Seems like I kinda stepped in it with this entire intentional gender thing! Lots of comments and emails about that one.
(Almost as bad as I stepped in it when I suggested something like “I noticed your gender from across the room” as a pickup line. Yes, it sounds ridiculous. But there’s just no other way to say that without a) objectifying, and potentially offending or b) assuming a person’s gender and potentially offending. Though perhaps that’s speaking more to my underlying Issue of not wanting to offend people than it is speaking to getting someone’s attention by using gender as a flirtation device. Maybe the more appropriate line for most folks is just, “hey, I think you’re hot.”)
I think the mention of “unconscious” vs “conscious” gender are more accurate descriptors than “intentional” vs “natural” gender. I’ve already mentioned this, but: modern gender theory does not believe gender is “natural” at all, it says gender is socially constructed. It can be constructed consciously, or it can be constructed unconsciously.
But there are ways that I can be more conscious about the ways I carry myself. There are ways that I can study and understand how gender works in this highly, highly gendered society, and figure out and choose the ways I operate within it.
So, here’s a bit of a story about what that process looked like for me:
I was raised in a very feminist household. The rejection of traditional gender roles was instilled in me from very young, by my mother especially, who didn’t take my father’s name, never shaves, never wears makeup or dresses or skirts or heels, was primarily the one to mow the lawn and help me with my math homework, etc.
Though this was deep within my family values, I was particularly susceptible to cultural standards as a teenager (I think we all are, and I have some ideas about why I was in particular, but I won’t go into that here), and I ended up fairly gender-conformist, nearly married – to a cisgendered guy – for five years. I think I had to prove that for me, the model of grown-up relationships really wouldn’t work, that all that society says is actually untrue. Of course, for some people it works just fine to be female-bodied, feminine, and attracted to men – clearly, not so much for me. I think it was precisely because I suspected that this wasn’t true that I had to really prove it for myself.
I’m also firmly based in second wave feminism insofar as I believe every person’s unique life experience is valid and important. I believe each of us is already an expert on our own gender, our own lives. I believe we all have valuable, thoughtful things to add to the conversation of gender (or sexuality, or relationships) regardless of our supposed credentials or expertise or level of study.
That’s the thing about gender – we all have it, we all live in a particularly gendered society, we all have been raised with its influence.
Consciousness-raising groups (in my understanding) started for because there was no formal study of women or the female experience. (I can’t really even imagine a culture that assumed that women’s experiences were included in the male norm, a culture that had no feminist cannon, such a lack of sources to study and know and experience. Thanks, foremothers, for women studies, for feminist studies, for all the work you did!)

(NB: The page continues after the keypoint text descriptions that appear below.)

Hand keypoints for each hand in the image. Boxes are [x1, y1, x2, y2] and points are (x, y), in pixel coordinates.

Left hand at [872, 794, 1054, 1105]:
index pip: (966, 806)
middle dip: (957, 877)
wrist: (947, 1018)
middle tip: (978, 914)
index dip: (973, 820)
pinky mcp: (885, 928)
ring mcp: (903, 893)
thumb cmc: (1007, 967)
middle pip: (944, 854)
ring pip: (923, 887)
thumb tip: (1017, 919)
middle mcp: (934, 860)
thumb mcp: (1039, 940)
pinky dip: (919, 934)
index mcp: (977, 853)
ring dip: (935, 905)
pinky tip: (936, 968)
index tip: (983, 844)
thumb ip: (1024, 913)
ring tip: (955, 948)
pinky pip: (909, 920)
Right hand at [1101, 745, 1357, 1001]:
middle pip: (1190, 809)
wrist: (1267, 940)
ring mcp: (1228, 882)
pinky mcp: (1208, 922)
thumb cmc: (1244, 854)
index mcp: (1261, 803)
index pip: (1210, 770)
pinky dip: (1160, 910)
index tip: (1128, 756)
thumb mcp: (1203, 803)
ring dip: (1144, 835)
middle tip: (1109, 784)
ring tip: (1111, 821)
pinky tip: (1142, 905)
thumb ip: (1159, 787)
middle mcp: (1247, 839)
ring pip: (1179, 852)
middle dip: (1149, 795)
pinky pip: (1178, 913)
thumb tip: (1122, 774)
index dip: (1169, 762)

So C-R groups created their own sources, using the experiences of the women in the group themselves, treating each like a text, a source, from which they could learn, from which understanding could arise and blossom and grow.
This is how I see this writing project, this community, and all of you who participate and who engage with me – as part of a large consciousness-raising group, where we are all sharing ideas, resources, and experiences to gain greater understanding of our selves, our communities, and the world as a whole.

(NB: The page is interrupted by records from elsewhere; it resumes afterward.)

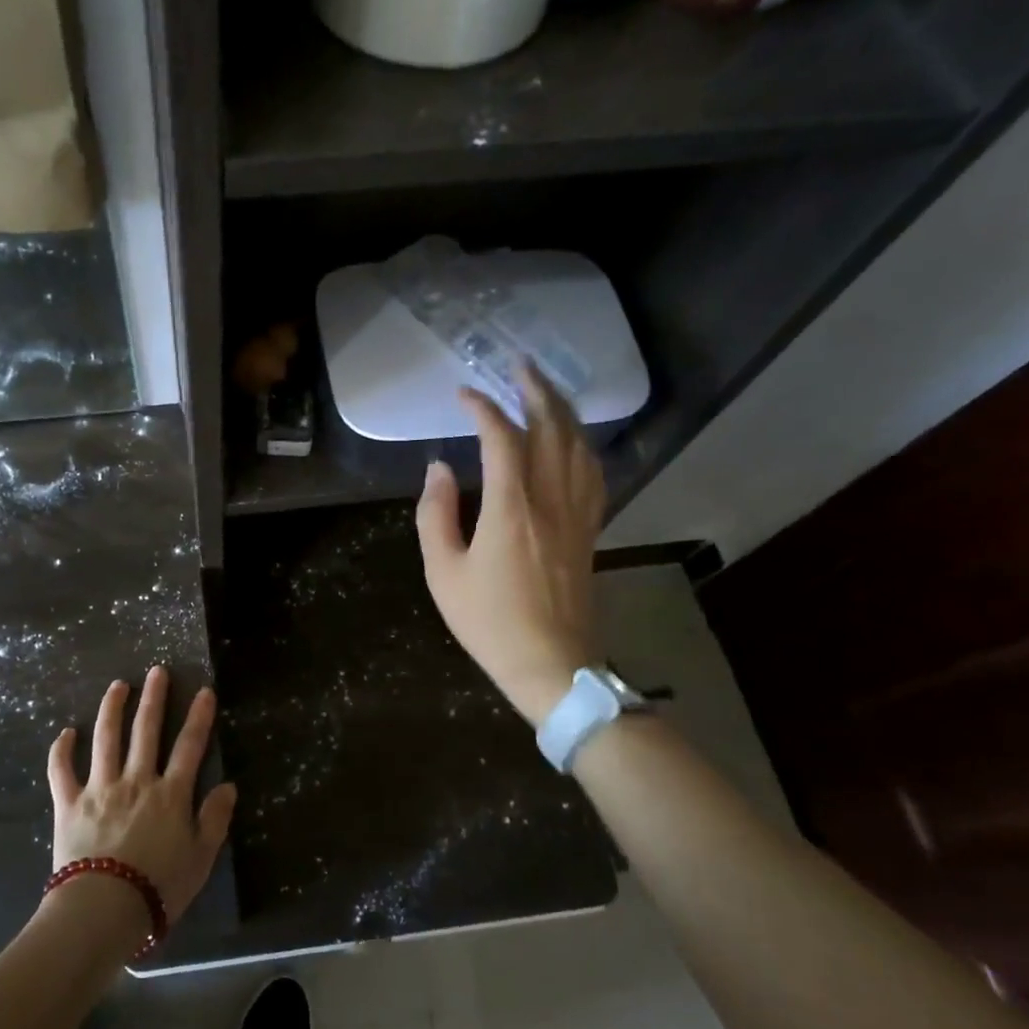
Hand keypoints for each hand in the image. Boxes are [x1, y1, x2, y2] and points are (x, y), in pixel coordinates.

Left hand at [46, 667, 236, 926]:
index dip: (199, 717)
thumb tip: (228, 786)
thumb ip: (215, 819)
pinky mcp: (69, 804)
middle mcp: (136, 780)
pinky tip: (65, 733)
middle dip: (154, 698)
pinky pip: (61, 771)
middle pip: (146, 731)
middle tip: (157, 672)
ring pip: (105, 738)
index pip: (189, 746)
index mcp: (170, 794)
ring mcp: (99, 788)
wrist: (103, 909)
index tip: (204, 691)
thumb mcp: (201, 858)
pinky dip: (61, 750)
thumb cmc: (159, 887)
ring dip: (111, 709)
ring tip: (117, 685)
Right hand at [416, 364, 604, 726]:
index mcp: (511, 507)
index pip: (502, 438)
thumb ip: (436, 514)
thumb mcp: (443, 572)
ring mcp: (577, 513)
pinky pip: (593, 473)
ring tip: (546, 389)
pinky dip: (582, 445)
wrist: (551, 663)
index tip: (464, 394)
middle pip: (552, 429)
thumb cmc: (489, 621)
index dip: (483, 408)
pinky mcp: (590, 529)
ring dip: (564, 410)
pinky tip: (574, 440)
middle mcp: (551, 499)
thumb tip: (438, 468)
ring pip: (579, 445)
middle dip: (536, 391)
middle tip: (519, 365)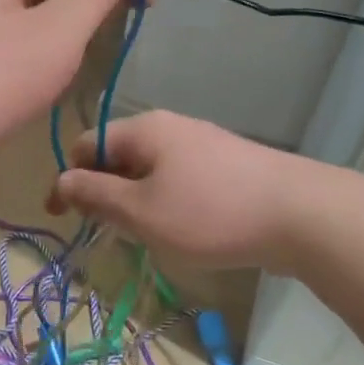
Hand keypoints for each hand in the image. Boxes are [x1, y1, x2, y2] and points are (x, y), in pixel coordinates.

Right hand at [46, 110, 305, 269]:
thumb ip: (96, 195)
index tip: (61, 219)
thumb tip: (62, 180)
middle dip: (103, 193)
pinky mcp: (227, 165)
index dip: (68, 180)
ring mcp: (202, 144)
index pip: (86, 146)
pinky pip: (178, 179)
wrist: (302, 214)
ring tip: (144, 237)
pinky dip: (165, 202)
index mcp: (143, 129)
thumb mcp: (141, 211)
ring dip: (134, 202)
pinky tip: (181, 230)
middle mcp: (170, 127)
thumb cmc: (210, 213)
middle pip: (118, 156)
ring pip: (149, 171)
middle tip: (106, 233)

This too is where my love for narrative fiction overlaps, where reading someone else’s story enhances my understanding of the world, where I feel less separate and more connected and, ultimately, where every story has value, especially the voices to marginalized communities, experiences, bodies, and lives.

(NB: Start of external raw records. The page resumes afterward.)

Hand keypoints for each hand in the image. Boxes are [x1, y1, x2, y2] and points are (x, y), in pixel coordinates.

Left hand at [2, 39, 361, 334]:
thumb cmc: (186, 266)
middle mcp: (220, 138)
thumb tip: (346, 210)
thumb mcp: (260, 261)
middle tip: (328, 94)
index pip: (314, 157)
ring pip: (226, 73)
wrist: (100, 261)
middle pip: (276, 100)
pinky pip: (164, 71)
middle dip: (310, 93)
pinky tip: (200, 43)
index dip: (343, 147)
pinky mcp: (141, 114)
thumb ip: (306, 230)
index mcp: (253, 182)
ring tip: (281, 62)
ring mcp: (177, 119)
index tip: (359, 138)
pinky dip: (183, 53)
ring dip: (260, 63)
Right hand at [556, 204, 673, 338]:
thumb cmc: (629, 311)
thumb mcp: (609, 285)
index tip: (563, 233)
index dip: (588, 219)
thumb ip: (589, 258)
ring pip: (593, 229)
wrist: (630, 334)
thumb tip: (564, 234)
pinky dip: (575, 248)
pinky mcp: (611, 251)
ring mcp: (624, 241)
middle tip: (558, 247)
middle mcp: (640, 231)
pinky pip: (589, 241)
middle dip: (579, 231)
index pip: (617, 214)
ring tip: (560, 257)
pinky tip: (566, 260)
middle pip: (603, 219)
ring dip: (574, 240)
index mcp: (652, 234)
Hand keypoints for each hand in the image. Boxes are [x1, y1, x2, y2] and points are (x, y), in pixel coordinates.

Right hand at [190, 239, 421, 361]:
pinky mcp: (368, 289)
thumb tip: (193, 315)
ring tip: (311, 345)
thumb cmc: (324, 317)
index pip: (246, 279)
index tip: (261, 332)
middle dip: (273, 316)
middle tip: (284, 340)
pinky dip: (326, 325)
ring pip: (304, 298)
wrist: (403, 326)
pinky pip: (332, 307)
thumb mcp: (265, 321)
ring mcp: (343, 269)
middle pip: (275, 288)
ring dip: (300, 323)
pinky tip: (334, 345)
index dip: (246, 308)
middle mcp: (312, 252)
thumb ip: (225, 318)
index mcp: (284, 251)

So: growing up in a feminist household with rejection of gender roles, then going out into the world and living in a hetero relationship where we were playing out very stereotypical gender roles, then coming out as queer – all this lead me to start studying feminist, queer, and gender theory, seeking out language, concepts, and similar stories to help me explain my own experiences. And within gender theory and studies, I finally found places to get some of my questions – gender roles, gender compulsivity, gender norms, gender within relationships, the intersection of sex & gender – articulated, and then answered.
Such as:
What is gender?
How does it work?
Why are we confined to a binary? Why don’t we have three or eight or fifteen genders?
How does the sex/gender binary function?
What purpose does it serve?
Who benefits? Why, how?
How does it get enforced?
How has it changed over the years?
How is it connected with race, class, sexuality, nationality, religion, etc etc?
And once I started getting ideas about how to answer these questions, I started asking more personal questions of myself, and where I fit in to this huge, permeating, practically invisible system of hierarchy, power, and value.
Such as:
How do I feel comfortable?
What makes me feel powerful?
How do I want my hair?
What looks good on my particular body?
What fits with the way I carry myself, how I treat others, how I see myself?
What type of gender am I attracted to?
How does this relate to my sexuality?
I was simultaneously starting to come into my own as butch, partly because of the lesbian initiation process of rejecting femininity and cutting off your hair (which worked for me, though certainly doesn’t work for all lesbians who go through this), and partly because I started immediately liking femmes who dated butches and who recognized a sort of masculine ‘energy’ in me.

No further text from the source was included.